Chacho also assured me that the lawyer would get his, and downgrade to some "worthless fat idiot." At the time this made me laugh, because Chacho never liked him. Turned out my dearly departed friend was right on this as well. Thank God I didn't degrade myself just to get back at a worthless mouth breather that had a decent job. 

 Bettina looked down upon Chacho and called him a disaster criticizing the frequent food stamp using Louis Vuitton wearing indigent whenever she could. But in the ultimate turn of fate, Chacho would call the disaster play for play that became her life.  Bettina would end up marrying her prison pen pal, and they posed for photos in front of backdrops containing butterflies, bridges, and streams, symbols of the freedom they robbed their way out of, no pun intended. Five months into the marriage, she discovered he was writing other women. To make matters worse, he had her cash a series of money orders in a fraudulent scam that left her high and dry. Oh, and she found all of this out when she got a call from his boy toy on the inside who had developed feelings and was sick and tired of being the second best kept secret. Needless to say, Bettina and her drug trafficker divorced citing irreconcilable differences.

After that, Bettina began seeing an 17 year old who dropped out of high school and sold weed. Seeing she was on the fast road to no where, I began to distance myself from her. While the convict pen pal had been a disaster that should have gotten her an award, this was just plain sad. Not to mention now I was starting to make decisions like someone with a more sane head on her shoulders. Last I heard, Bettina was dating a Latin King. Sigh, and I thought I liked them bad.

I was telling my gay hairdresser friend Carter about my almost prison pen pal experience and the Ballad of Bettina. A little background on Carter, originally from Central Florida, he was mainly raised by extended family because his mother that he no longer speaks to is insane. As we spoke, Carter revealed his mother was a serial prison pen paler. Not only did she routinely write men in prison, but even invite one to live with them when Carter was a kid. The whole thing was a complete disaster, and the dude left after nine months for a better meal ticket.

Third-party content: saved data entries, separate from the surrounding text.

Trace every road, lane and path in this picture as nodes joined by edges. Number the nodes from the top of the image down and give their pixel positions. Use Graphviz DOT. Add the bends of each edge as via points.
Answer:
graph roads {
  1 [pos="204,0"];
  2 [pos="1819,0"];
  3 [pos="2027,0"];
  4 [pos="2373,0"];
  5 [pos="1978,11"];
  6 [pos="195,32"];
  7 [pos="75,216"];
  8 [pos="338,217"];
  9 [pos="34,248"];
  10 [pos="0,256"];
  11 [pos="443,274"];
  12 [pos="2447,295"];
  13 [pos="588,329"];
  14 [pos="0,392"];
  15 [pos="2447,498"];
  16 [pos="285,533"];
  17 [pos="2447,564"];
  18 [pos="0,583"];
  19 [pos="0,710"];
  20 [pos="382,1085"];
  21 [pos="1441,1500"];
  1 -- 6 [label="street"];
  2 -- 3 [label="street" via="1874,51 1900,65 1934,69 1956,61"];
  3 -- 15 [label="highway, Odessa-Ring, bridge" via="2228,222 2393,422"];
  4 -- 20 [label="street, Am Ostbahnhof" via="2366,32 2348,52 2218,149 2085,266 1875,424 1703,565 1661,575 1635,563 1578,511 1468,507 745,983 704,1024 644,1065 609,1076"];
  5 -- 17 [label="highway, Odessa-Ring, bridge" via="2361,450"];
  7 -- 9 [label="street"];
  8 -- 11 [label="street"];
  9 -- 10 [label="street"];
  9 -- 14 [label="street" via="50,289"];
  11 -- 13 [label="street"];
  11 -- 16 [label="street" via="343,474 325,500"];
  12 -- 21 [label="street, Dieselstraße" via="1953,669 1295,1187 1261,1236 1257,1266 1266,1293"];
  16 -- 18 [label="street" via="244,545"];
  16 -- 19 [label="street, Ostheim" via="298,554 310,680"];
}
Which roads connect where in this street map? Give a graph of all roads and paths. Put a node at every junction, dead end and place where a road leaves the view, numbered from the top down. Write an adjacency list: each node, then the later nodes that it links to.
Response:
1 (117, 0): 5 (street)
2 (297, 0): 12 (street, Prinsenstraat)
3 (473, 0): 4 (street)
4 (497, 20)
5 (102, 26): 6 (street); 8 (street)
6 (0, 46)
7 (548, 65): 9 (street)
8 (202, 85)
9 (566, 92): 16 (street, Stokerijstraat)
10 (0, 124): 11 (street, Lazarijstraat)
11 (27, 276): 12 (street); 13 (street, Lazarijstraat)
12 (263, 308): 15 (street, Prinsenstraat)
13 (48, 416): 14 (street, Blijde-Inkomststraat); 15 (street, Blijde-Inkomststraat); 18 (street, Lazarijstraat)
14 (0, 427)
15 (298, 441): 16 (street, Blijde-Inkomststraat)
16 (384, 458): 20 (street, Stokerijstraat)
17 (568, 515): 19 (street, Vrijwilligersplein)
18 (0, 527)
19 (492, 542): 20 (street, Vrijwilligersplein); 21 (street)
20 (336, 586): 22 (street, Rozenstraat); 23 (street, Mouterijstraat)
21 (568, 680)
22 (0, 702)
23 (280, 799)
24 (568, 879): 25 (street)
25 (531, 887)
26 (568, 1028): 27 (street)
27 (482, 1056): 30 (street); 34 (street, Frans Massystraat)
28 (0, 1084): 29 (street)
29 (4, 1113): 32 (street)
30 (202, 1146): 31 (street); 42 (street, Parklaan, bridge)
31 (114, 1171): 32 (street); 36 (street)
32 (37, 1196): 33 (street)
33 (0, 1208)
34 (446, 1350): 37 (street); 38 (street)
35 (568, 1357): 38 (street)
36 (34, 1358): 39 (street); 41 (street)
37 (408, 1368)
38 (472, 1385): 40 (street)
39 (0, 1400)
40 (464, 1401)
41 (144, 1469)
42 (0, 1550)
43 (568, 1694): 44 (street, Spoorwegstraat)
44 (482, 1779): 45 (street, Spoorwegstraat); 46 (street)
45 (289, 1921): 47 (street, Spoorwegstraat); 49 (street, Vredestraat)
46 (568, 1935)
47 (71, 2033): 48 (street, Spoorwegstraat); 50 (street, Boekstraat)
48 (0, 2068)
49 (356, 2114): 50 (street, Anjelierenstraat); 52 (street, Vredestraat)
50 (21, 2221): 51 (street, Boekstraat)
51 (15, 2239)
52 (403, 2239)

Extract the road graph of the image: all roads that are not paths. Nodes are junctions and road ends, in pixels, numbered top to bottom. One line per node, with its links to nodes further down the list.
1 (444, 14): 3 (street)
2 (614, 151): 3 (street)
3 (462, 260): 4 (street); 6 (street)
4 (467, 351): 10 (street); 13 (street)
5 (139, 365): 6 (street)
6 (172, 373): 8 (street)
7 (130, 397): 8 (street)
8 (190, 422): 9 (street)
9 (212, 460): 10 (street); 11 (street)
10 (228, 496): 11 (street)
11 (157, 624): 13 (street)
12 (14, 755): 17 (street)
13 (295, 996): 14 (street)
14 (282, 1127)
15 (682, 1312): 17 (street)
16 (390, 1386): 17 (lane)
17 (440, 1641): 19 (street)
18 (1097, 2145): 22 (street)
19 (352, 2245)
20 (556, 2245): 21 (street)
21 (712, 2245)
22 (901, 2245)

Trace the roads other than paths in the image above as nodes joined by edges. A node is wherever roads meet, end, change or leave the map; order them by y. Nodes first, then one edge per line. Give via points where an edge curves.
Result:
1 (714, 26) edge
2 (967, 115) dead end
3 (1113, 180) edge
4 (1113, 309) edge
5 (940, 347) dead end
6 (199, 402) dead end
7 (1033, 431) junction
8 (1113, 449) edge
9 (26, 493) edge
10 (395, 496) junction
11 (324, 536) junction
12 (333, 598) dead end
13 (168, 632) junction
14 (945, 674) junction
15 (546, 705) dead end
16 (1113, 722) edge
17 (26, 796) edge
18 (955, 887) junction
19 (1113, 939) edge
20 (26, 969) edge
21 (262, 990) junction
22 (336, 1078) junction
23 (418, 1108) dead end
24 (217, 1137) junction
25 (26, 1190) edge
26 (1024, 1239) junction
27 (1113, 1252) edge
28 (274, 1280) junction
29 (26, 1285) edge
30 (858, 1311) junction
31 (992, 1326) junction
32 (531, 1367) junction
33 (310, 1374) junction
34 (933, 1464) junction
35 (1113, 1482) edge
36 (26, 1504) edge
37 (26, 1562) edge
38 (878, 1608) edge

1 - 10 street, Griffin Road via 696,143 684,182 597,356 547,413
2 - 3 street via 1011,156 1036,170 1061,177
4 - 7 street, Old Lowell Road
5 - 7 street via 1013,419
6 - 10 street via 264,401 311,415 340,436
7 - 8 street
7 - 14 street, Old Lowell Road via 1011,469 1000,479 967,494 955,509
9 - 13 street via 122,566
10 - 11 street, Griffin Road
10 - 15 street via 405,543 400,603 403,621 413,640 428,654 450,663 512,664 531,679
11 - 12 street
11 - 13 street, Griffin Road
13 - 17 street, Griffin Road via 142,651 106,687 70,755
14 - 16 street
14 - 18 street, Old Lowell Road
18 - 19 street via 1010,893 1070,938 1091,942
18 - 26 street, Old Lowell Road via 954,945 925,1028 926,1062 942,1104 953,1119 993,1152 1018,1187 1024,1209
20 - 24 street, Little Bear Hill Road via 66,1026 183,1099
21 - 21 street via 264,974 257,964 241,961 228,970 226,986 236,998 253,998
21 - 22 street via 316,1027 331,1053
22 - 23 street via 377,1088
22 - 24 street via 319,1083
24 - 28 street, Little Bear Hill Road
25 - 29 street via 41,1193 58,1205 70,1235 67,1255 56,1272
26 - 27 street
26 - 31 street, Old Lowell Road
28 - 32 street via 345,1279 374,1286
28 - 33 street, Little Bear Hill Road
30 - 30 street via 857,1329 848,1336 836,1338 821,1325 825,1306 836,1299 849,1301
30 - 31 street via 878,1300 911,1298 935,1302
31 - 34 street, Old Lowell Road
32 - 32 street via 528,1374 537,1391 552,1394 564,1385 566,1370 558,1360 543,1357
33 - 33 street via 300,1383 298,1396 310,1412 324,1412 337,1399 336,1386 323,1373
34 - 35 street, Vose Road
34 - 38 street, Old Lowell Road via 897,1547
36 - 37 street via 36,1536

As if that wasn’t enough, Carter’s mother felt the men in the Florida penitentiary were the problem, not the fact she was writing convicts to begin with. So she began writing inmates in the Midwest. To be with her former burglar that she had become enchanted with, Carter’s mother pulled him out of school and moved house to Kansas City. This too was a disaster. Carter didn’t adjust well, and since all of her money was going to buy her beau whatever because he wouldn’t work Carter went without winter clothes. The whole thing literally exploded when the dude’s former cellie came to visit and the arsonist on parole burned their house down. Mother stayed behind, and Carter returned to Florida to finish high school. Now I know why they don’t speak. He’s better off without his mother.

Looking back, it can all be explained quite simply. Love makes people do crazy things, and heartbreak makes you more crazy and desperate. Bettina, Carter’s mom, and I were just three heartbroken women. Bettina had been engaged to a psychotic loser who refused to work, and had terrible luck when it came to men. Carter’s dad had been a drug addict who left the family and ultimately committed suicide. I had a crazy fiancé and just bad luck with men in general. Eventually, you are so used to table scraps that crumbs don’t seem so bad. At least a crumb is just a crumb, and knows it’s a damn crumb.


While I have firmly put my foot down that the future Mr. April Brucker will not wear prison orange and be housed in a state pen, I know one thing is for certain. There is a country song in here somewhere. I have already recorded one. Maybe it is time for “Hell No, Joe” to have a B-Side. What can I say? Bad decisions equal good stories.